Par un mémoire en défense, enregistré le 29 septembre 2023, la métropole Aix-Marseille-Provence, représentée par Me Cabanes, conclut au rejet de la requête et demande à la Cour de mettre à la charge de la société Service d'assainissement de Marseille Métropole la somme de 4 000 euros sur le fondement de l'article L. 761-1 du code de justice administrative.

Elle fait valoir qu'aucun des moyens de la requête n'est fondé.

Un courrier du 25 octobre 2023 adressé aux parties en application des dispositions de l'article R. 611-11-1 du code de justice administrative, les a informées de la période à laquelle il était envisagé d'appeler l'affaire à l'audience et a indiqué la date à partir de laquelle l'instruction pourrait être close dans les conditions prévues par le dernier alinéa de l'article R. 613-1 et le dernier alinéa de l'article R. 613-2.

Par ordonnance du 6 décembre 2023, la clôture de l'instruction a été fixée à sa date d'émission en application de l'article R. 613-1 du code de justice administrative.

Vu les autres pièces du dossier.

Vu :

- le code général des collectivités territoriales ;

- le code de justice administrative.

Les parties ont été régulièrement averties du jour de l'audience.

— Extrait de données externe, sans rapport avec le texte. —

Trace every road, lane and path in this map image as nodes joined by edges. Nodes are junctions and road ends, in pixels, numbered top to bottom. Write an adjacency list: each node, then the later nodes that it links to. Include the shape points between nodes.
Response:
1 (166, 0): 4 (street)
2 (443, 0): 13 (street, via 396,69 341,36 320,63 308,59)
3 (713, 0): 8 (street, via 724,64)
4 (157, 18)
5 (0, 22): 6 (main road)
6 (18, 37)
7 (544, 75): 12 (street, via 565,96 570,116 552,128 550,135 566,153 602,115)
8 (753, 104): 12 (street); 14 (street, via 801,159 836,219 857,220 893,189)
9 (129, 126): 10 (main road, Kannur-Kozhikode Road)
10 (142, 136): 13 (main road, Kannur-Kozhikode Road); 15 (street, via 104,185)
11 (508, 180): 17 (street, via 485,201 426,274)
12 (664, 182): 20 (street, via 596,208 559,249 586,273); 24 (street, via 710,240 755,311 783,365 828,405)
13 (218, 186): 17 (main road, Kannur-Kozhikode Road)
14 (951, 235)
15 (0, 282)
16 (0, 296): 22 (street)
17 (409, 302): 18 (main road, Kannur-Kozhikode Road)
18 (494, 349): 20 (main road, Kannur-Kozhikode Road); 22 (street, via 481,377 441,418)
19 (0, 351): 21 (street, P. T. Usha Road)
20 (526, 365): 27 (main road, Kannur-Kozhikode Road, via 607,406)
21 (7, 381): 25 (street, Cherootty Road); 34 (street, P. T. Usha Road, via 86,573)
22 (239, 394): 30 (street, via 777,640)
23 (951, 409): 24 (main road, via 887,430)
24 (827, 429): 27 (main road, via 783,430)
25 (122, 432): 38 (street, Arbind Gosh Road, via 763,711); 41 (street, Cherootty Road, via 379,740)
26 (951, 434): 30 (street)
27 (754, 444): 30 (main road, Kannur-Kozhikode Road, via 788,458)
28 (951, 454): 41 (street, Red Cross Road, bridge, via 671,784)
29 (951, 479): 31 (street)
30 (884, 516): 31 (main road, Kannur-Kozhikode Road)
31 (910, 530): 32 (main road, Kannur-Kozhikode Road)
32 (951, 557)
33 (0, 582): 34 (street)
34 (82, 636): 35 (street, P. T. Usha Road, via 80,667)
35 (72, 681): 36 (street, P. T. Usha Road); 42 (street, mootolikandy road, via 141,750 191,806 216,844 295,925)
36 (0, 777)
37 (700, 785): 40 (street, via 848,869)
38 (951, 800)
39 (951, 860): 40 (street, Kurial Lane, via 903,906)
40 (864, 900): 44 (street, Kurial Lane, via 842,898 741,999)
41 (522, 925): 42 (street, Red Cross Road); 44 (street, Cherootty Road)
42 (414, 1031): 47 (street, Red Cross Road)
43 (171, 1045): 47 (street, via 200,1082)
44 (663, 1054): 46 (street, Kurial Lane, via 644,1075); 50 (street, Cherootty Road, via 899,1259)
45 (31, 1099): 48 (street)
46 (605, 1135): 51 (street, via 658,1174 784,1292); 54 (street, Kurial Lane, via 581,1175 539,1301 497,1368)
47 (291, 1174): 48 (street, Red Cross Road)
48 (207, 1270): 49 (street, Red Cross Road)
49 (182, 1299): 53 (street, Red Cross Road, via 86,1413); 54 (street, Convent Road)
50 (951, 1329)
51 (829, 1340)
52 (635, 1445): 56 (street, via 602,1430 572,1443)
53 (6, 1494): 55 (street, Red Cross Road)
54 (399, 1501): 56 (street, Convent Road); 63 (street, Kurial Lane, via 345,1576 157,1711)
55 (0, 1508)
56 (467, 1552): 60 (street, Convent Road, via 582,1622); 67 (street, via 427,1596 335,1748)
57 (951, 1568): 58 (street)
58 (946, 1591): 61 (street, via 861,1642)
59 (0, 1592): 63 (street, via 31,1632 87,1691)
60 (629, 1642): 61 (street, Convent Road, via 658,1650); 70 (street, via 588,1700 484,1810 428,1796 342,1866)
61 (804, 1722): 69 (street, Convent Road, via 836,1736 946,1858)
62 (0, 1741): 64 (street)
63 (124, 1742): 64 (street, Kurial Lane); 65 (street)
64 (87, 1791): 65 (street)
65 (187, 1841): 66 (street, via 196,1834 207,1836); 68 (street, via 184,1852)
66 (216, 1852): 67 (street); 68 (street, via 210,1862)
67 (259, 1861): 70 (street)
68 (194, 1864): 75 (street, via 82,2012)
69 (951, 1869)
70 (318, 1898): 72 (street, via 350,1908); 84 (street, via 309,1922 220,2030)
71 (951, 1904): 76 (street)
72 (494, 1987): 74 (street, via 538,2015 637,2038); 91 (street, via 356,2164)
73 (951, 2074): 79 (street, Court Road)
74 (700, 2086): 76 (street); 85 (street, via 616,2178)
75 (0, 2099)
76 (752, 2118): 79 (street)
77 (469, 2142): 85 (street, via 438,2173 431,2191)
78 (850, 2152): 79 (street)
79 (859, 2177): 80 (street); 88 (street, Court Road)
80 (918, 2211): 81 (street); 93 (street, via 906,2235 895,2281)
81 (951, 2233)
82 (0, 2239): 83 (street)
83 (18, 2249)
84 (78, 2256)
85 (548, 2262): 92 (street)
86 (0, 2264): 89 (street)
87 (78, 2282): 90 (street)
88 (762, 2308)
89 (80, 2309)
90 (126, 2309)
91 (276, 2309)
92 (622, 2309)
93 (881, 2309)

Ont été entendus au cours de l'audience publique :

- le rapport de Mme Isabelle Ruiz, rapporteure,

- les conclusions de M. François Point, rapporteur public,

- et les observations de Me de Metz-Pazzis, pour la société anonyme Service d'assainissement de Marseille Métropole, et de Me Michaud, pour la métropole Aix-Marseille-Provence.

Connaissance prise de la note en délibéré enregistrée le 21 mai 2024, et produite pour la société anonyme Service d'assainissement de Marseille Métropole.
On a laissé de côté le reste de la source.